[Saved data entries]
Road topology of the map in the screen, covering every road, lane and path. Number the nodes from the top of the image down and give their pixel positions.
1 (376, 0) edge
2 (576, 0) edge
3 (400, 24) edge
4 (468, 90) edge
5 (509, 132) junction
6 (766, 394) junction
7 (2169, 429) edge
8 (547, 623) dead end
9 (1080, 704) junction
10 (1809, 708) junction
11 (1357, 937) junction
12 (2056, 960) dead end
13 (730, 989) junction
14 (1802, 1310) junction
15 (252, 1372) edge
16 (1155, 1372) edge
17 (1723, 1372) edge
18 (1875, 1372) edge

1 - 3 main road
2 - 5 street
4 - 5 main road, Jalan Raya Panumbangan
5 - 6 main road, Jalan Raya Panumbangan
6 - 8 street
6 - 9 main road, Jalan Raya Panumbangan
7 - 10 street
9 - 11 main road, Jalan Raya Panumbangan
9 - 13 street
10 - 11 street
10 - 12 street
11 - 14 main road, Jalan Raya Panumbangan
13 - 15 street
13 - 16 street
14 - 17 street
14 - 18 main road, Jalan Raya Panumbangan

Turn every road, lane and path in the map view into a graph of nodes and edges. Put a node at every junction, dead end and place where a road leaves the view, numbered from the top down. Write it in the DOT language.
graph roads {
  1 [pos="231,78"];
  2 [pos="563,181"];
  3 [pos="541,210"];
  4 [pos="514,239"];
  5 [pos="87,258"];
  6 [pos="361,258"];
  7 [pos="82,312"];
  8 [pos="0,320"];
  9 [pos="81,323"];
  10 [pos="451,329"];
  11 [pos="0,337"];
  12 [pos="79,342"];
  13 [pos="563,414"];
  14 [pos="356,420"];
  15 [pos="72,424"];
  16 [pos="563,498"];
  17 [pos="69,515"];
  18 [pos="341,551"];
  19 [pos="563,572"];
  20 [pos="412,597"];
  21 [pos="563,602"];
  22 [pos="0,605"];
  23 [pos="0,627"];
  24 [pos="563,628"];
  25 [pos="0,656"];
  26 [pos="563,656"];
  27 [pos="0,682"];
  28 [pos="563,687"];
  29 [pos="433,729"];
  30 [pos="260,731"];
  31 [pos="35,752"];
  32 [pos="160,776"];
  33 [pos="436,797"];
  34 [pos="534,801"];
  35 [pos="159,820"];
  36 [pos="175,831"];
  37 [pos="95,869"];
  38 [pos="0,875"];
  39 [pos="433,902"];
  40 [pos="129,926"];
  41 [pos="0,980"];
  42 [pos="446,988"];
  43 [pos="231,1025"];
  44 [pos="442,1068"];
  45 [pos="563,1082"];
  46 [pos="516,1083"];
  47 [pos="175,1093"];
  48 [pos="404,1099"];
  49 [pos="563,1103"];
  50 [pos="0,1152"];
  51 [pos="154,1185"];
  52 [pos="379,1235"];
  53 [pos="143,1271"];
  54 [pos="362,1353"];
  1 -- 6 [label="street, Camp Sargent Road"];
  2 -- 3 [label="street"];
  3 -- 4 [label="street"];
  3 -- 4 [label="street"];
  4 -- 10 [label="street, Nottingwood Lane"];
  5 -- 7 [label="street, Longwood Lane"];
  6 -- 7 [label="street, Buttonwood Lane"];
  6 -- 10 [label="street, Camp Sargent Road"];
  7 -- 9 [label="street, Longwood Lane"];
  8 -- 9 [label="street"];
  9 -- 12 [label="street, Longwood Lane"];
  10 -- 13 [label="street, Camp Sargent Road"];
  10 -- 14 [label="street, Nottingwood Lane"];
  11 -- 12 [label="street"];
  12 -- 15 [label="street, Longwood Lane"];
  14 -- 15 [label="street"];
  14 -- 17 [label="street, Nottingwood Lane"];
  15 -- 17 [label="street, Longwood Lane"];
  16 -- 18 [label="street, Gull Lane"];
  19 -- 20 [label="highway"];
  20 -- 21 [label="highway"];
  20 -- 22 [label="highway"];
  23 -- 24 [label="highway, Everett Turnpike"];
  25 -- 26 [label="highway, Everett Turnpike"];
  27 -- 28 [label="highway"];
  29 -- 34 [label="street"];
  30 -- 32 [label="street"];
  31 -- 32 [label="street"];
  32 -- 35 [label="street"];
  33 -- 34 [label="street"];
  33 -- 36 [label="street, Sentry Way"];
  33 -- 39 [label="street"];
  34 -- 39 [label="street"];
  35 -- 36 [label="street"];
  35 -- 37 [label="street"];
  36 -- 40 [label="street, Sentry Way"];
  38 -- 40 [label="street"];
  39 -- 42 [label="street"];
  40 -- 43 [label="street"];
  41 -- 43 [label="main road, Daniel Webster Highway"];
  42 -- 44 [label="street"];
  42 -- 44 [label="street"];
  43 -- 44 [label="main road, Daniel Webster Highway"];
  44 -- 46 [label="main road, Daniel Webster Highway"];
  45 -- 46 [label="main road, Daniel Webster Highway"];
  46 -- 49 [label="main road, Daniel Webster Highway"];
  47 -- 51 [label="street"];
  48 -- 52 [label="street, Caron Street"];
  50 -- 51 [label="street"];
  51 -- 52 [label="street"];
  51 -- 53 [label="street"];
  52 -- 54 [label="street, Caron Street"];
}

EXERCISE =
Give back the data above exactly, so that every line matches.

EXERCISE SOLUTION =
Road topology of the map in the screen, covering every road, lane and path. Number the nodes from the top of the image down and give their pixel positions.
1 (376, 0) edge
2 (576, 0) edge
3 (400, 24) edge
4 (468, 90) edge
5 (509, 132) junction
6 (766, 394) junction
7 (2169, 429) edge
8 (547, 623) dead end
9 (1080, 704) junction
10 (1809, 708) junction
11 (1357, 937) junction
12 (2056, 960) dead end
13 (730, 989) junction
14 (1802, 1310) junction
15 (252, 1372) edge
16 (1155, 1372) edge
17 (1723, 1372) edge
18 (1875, 1372) edge

1 - 3 main road
2 - 5 street
4 - 5 main road, Jalan Raya Panumbangan
5 - 6 main road, Jalan Raya Panumbangan
6 - 8 street
6 - 9 main road, Jalan Raya Panumbangan
7 - 10 street
9 - 11 main road, Jalan Raya Panumbangan
9 - 13 street
10 - 11 street
10 - 12 street
11 - 14 main road, Jalan Raya Panumbangan
13 - 15 street
13 - 16 street
14 - 17 street
14 - 18 main road, Jalan Raya Panumbangan

Turn every road, lane and path in the map view into a graph of nodes and edges. Put a node at every junction, dead end and place where a road leaves the view, numbered from the top down. Write it in the DOT language.
graph roads {
  1 [pos="231,78"];
  2 [pos="563,181"];
  3 [pos="541,210"];
  4 [pos="514,239"];
  5 [pos="87,258"];
  6 [pos="361,258"];
  7 [pos="82,312"];
  8 [pos="0,320"];
  9 [pos="81,323"];
  10 [pos="451,329"];
  11 [pos="0,337"];
  12 [pos="79,342"];
  13 [pos="563,414"];
  14 [pos="356,420"];
  15 [pos="72,424"];
  16 [pos="563,498"];
  17 [pos="69,515"];
  18 [pos="341,551"];
  19 [pos="563,572"];
  20 [pos="412,597"];
  21 [pos="563,602"];
  22 [pos="0,605"];
  23 [pos="0,627"];
  24 [pos="563,628"];
  25 [pos="0,656"];
  26 [pos="563,656"];
  27 [pos="0,682"];
  28 [pos="563,687"];
  29 [pos="433,729"];
  30 [pos="260,731"];
  31 [pos="35,752"];
  32 [pos="160,776"];
  33 [pos="436,797"];
  34 [pos="534,801"];
  35 [pos="159,820"];
  36 [pos="175,831"];
  37 [pos="95,869"];
  38 [pos="0,875"];
  39 [pos="433,902"];
  40 [pos="129,926"];
  41 [pos="0,980"];
  42 [pos="446,988"];
  43 [pos="231,1025"];
  44 [pos="442,1068"];
  45 [pos="563,1082"];
  46 [pos="516,1083"];
  47 [pos="175,1093"];
  48 [pos="404,1099"];
  49 [pos="563,1103"];
  50 [pos="0,1152"];
  51 [pos="154,1185"];
  52 [pos="379,1235"];
  53 [pos="143,1271"];
  54 [pos="362,1353"];
  1 -- 6 [label="street, Camp Sargent Road"];
  2 -- 3 [label="street"];
  3 -- 4 [label="street"];
  3 -- 4 [label="street"];
  4 -- 10 [label="street, Nottingwood Lane"];
  5 -- 7 [label="street, Longwood Lane"];
  6 -- 7 [label="street, Buttonwood Lane"];
  6 -- 10 [label="street, Camp Sargent Road"];
  7 -- 9 [label="street, Longwood Lane"];
  8 -- 9 [label="street"];
  9 -- 12 [label="street, Longwood Lane"];
  10 -- 13 [label="street, Camp Sargent Road"];
  10 -- 14 [label="street, Nottingwood Lane"];
  11 -- 12 [label="street"];
  12 -- 15 [label="street, Longwood Lane"];
  14 -- 15 [label="street"];
  14 -- 17 [label="street, Nottingwood Lane"];
  15 -- 17 [label="street, Longwood Lane"];
  16 -- 18 [label="street, Gull Lane"];
  19 -- 20 [label="highway"];
  20 -- 21 [label="highway"];
  20 -- 22 [label="highway"];
  23 -- 24 [label="highway, Everett Turnpike"];
  25 -- 26 [label="highway, Everett Turnpike"];
  27 -- 28 [label="highway"];
  29 -- 34 [label="street"];
  30 -- 32 [label="street"];
  31 -- 32 [label="street"];
  32 -- 35 [label="street"];
  33 -- 34 [label="street"];
  33 -- 36 [label="street, Sentry Way"];
  33 -- 39 [label="street"];
  34 -- 39 [label="street"];
  35 -- 36 [label="street"];
  35 -- 37 [label="street"];
  36 -- 40 [label="street, Sentry Way"];
  38 -- 40 [label="street"];
  39 -- 42 [label="street"];
  40 -- 43 [label="street"];
  41 -- 43 [label="main road, Daniel Webster Highway"];
  42 -- 44 [label="street"];
  42 -- 44 [label="street"];
  43 -- 44 [label="main road, Daniel Webster Highway"];
  44 -- 46 [label="main road, Daniel Webster Highway"];
  45 -- 46 [label="main road, Daniel Webster Highway"];
  46 -- 49 [label="main road, Daniel Webster Highway"];
  47 -- 51 [label="street"];
  48 -- 52 [label="street, Caron Street"];
  50 -- 51 [label="street"];
  51 -- 52 [label="street"];
  51 -- 53 [label="street"];
  52 -- 54 [label="street, Caron Street"];
}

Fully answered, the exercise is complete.